Rajesh Exports' House of Cards?

Rajesh Exports' House of Cards?

In today’s Finshots, we break down what SEBI believes may have gone wrong at Rajesh Exports.


The Story

If you’ve ever looked at Rajesh Exports’ stock chart, there’s a good chance you would have walked away confused. Especially if you didn’t know much about the company.

Because despite going public way back in 1995, the stock only seems to have started attracting serious investor attention over the last decade or so. And in that time, the company has seen some dizzying highs and brutal lows.

Just to give you some context, in 2022, Rajesh Exports comfortably sat in the large-cap bucket, with a market cap of over ₹20,000 crore. Then for the next three years, until 2025, it slipped into mid-cap territory (valued between ₹5,000 crore and ₹20,000 crore) Since January this year, however, it has entered the small-cap zone, with a market cap below ₹5,000 crore.

And as it turns out, this dramatic fall wasn’t random. It forms the backdrop to what could become one of the biggest accounting fraud investigations in Indian corporate history.

For the uninitiated, Rajesh Exports Limited (REL) is a company that describes itself as a gold refiner and jewellery manufacturer. Recently, market regulator SEBI issued a sweeping interim order against the company in a case involving what appears to be massive financial misrepresentation.

And we’re not talking about small numbers here. According to SEBI’s interim order findings, REL may have allegedly misrepresented close to a staggering ₹15 lakh crore in revenues over the last five years. Unsurprisingly, the market didn’t take kindly to the allegations and the stock tanked.

But here’s the interesting bit. This investigation didn’t begin with some whistleblower inside the company.

Like many corporate scandals, it started with something ordinary. Back in 2024, a shareholder wrote to SEBI claiming something felt off about REL’s books. Specifically, there were huge sums of money that customers supposedly owed the company, but those dues had remained unpaid for over two years.

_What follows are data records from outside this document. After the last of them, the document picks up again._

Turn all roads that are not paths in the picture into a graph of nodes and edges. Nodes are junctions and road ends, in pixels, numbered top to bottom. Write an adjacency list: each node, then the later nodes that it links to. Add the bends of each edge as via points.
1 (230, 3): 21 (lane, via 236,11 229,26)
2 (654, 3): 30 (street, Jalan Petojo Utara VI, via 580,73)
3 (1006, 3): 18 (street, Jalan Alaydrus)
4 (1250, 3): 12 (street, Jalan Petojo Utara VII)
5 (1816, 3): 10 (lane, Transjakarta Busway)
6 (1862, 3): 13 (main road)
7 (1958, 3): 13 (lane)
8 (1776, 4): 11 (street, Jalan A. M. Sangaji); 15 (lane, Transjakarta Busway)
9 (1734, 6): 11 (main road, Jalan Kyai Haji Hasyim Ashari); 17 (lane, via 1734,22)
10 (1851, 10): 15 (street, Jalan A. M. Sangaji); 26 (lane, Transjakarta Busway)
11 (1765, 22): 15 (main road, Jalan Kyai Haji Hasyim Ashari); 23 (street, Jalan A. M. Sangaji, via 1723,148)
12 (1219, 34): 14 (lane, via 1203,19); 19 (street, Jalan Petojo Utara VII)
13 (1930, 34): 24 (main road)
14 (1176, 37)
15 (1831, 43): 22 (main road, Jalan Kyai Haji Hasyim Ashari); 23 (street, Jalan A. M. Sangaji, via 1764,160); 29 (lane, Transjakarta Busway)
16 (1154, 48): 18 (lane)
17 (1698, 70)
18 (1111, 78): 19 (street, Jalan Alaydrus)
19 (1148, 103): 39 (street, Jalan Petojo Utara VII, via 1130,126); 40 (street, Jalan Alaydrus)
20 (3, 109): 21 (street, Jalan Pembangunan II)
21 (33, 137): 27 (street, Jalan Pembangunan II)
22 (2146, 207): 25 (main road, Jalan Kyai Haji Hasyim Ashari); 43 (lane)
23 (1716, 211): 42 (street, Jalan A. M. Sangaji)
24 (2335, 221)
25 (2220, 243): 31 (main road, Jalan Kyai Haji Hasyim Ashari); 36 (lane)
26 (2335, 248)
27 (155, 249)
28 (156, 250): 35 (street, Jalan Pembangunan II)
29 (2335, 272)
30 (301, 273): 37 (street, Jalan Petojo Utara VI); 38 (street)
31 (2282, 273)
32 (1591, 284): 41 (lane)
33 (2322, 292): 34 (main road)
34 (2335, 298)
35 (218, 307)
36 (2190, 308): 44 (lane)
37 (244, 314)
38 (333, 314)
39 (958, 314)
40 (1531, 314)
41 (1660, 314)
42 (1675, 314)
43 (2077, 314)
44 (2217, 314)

That was enough to put REL on SEBI’s radar. Naturally, the regulator launched a formal investigation and started with the obvious first step — asking for financial records.

But even before investigators could begin digging, they hit a wall. REL, according to SEBI, refused to fully cooperate.

At one point, the company reportedly argued that Swiss privacy laws prevented it from sharing records related to its foreign subsidiaries. But when SEBI examined those laws, it  found the argument to be shaky at best. Swiss privacy protections, it noted, mainly apply to individuals, not corporations. And even where they do apply, exceptions exist for regulatory investigations.

With that out of the way, forensic auditors picked a sample of purchase transactions and asked REL for supporting documents. The company managed to provide complete documentation for just 2% of what was requested.

Yup, 2%.

When auditors moved to sales transactions, things weren’t much better. Only around 35% had proper documentation. The rest, amounting to lakhs of crores of rupees, allegedly had little or no backing.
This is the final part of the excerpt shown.